The property's dining draws on the Arabian pantry: expect dishes like harees (slow-cooked wheat and lamb) and machboos (spiced rice with saffron and dried lime) served in settings that range from torchlit courtyards to air-conditioned majlis spaces. For haute cuisine, venture toward the coast. Trèsind Studio, a three-star marvel thirty-four kilometres away, reimagines India's regional cuisines with surgical precision and theatrical flair, each course a study in contrast and restraint. Row on 45, perched on the forty-fifth floor of The Grosvenor House thirty-one kilometres northeast, showcases Jason Atherton's refined creative plates with views that sweep from the Palm to the Gulf. Book a table at FZN by Björn Frantzén, thirty-seven kilometres distant, where the doorbell ushers you into an intimate, apartment-like space for Scandinavian technique meets Middle Eastern luxury.
The desert itself is the headline. Falconry demonstrations channel centuries of Bedouin tradition, and morning camel treks trace the ridgelines at first light when the sand glows copper and the air is still cool. For contrast, Jumeirah Golf Estates lies twenty-three kilometres south, its manicured fairways a stark counterpoint to the scrubland.

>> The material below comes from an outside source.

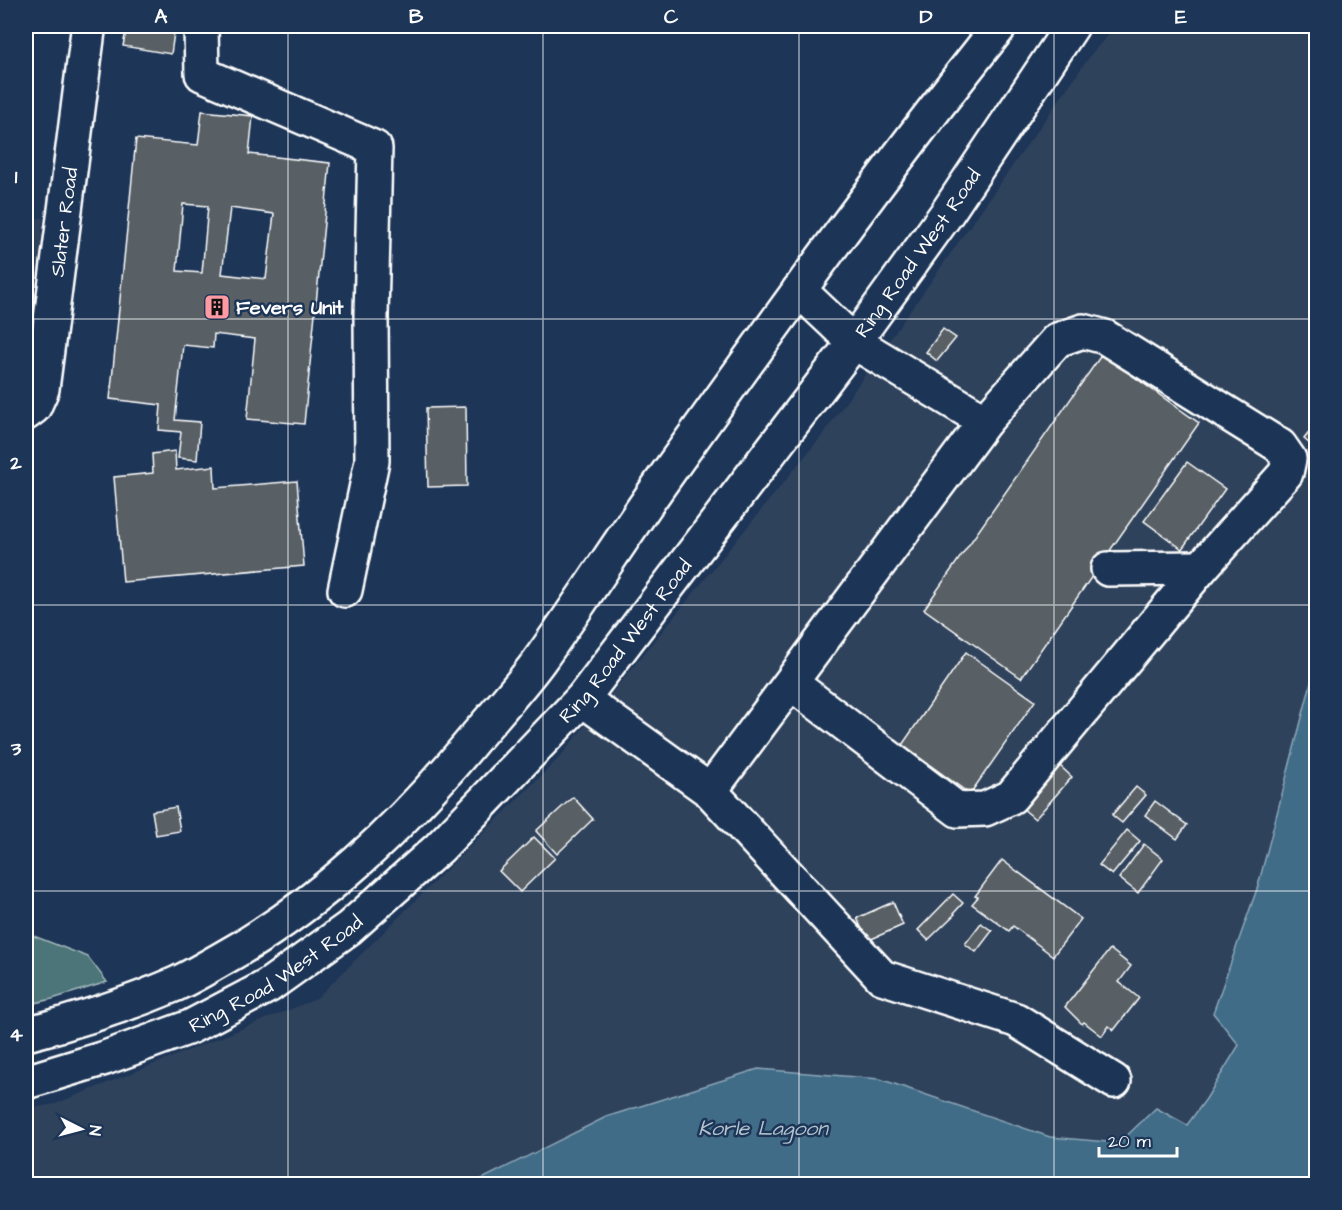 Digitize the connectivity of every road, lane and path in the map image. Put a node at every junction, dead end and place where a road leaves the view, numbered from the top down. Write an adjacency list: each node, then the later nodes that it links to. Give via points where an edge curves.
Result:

Winter, from November through March, brings the kindest weather: daytime highs in the mid-twenties to low thirties, evenings cool enough for outdoor fires and open-air dining under a canopy of stars. The light is golden, the sky a hard, brilliant blue.
Summer, from June to September, is unrelenting. Temperatures soar past forty degrees, the air thick and shimmering, turning the desert into a test of endurance. Mornings and late evenings become the only hospitable hours, and air-conditioned retreats are essential.
Spring and autumn offer brief windows of warmth without the punishing heat, ideal for those who want the desert experience without the extremes. April and May see temperatures climbing but remain bearable; October and November ease back into comfort.